On timing, OpenAI CFO Sarah Friar told the Associated Press in April 2026:
"We have consumer hardware that will come towards the end of this year."Similarly, Chief Global Affairs Officer Chris Lehane said at Davos in January that OpenAI was "on track" to unveil its first device in the second half of 2026. However, Bloomberg now reports that the company is aiming to unveil the speaker later this year with a release target of 2027 — a schedule that has already slipped from earlier 2026 ambitions, and one that depends partly on the outcome of a courtroom battle. Earlier reports indicated the speaker would not begin shipping before February 2027. No UK availability has been confirmed.
The Apple lawsuit: a serious complication
On 10 July 2026, Apple filed a lawsuit against OpenAI alleging trade secret theft and breach of contract. The complaint is pointed and specific. Apple alleges that OpenAI Chief Hardware Officer Tang Tan — a former head of iPhone product design — used Apple's confidential project code names during recruiting, asked job candidates to bring in Apple hardware components to interviews, coached departing Apple employees on how to evade the company's security procedures, and sought details about unannounced products. Apple further alleges that OpenAI asked manufacturing partners to replicate a metal finishing technique that Apple invented, while misleading those partners into believing they had Apple's permission.
Apple's statement was blunt:
"Recently, significant evidence has emerged suggesting individuals employed by OpenAI wrongfully took Apple's secret and confidential information regarding our unreleased technologies, processes, and products."
The company is seeking an injunction that could delay OpenAI's device sales. OpenAI has denied the allegations. In a statement, the company said it took Apple's claims "seriously" but was "not aware of any evidence that this complaint has merit," adding:
"We have no interest in other companies' trade secrets. We remain focused on building innovative technology that empowers people everywhere."
The legal complaint also notes that over 400 former Apple employees now work at OpenAI — a figure that underlines how thoroughly OpenAI has recruited from its rival's design and engineering ranks.
The team building it
The device is being developed by a dedicated hardware team of more than 200 employees assembled largely from Apple alumni. OpenAI spent $6.5 billion last year to acquire io Products, a startup co-founded by Apple design legend Jony Ive, whose studio LoveFrom is helping shape the broader product lineup. Evans Hankey, Apple's former head of industrial design, is leading development of the speaker. Tang Tan, a co-founder of io Products and former head of iPhone product design, serves as OpenAI's Chief Hardware Officer. More recently, OpenAI hired Paul Meade, a senior Apple executive who led development of the Vision Pro headset and future smart glasses.
What comes next
The speaker is the first of roughly five products currently in development, according to Bloomberg. Further down the line, OpenAI is exploring a mobile device capable of replacing the smartphone, wearables including a pendant, and home robotics. Sam Altman has reportedly told staff OpenAI aims to ship 100 million devices faster than any company has ever done so with a new product category — an extraordinarily ambitious target for a company that, as of this week, has only just shipped its very first piece of hardware.

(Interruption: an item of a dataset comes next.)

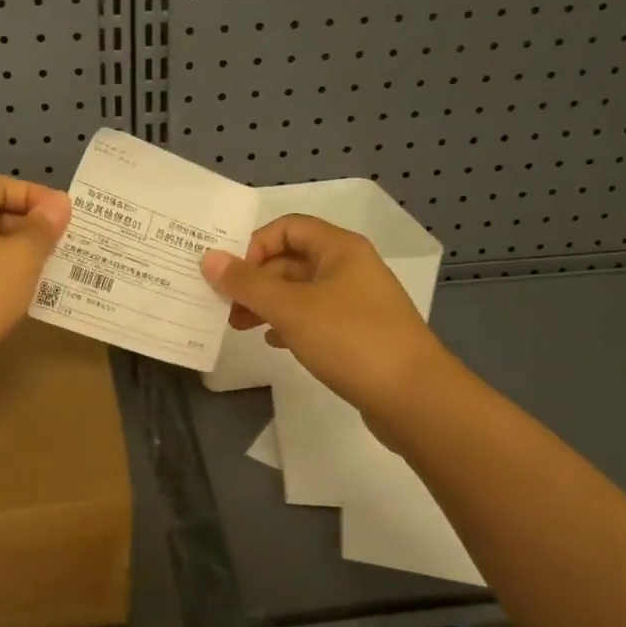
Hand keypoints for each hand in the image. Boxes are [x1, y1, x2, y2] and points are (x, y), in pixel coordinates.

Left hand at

Whether that ambition survives contact with Apple's lawyers, a slipping timeline, and the considerable challenge of persuading British households to rethink what a smart speaker can be, remains to be seen.
Why it matters
For UK buyers already surrounded by Amazon Echos and Google Nests, OpenAI's speaker represents the most ambitious attempt yet to make a home AI feel genuinely intelligent rather than just reactive. If it delivers on its promise of learning your habits, tapping your emails and acting before you ask, it could redefine what a smart speaker is expected to do — though the Apple lawsuit, an unconfirmed UK price, and a launch that has already slipped from 2026 to 2027 mean there is plenty of reason to watch carefully before getting excited.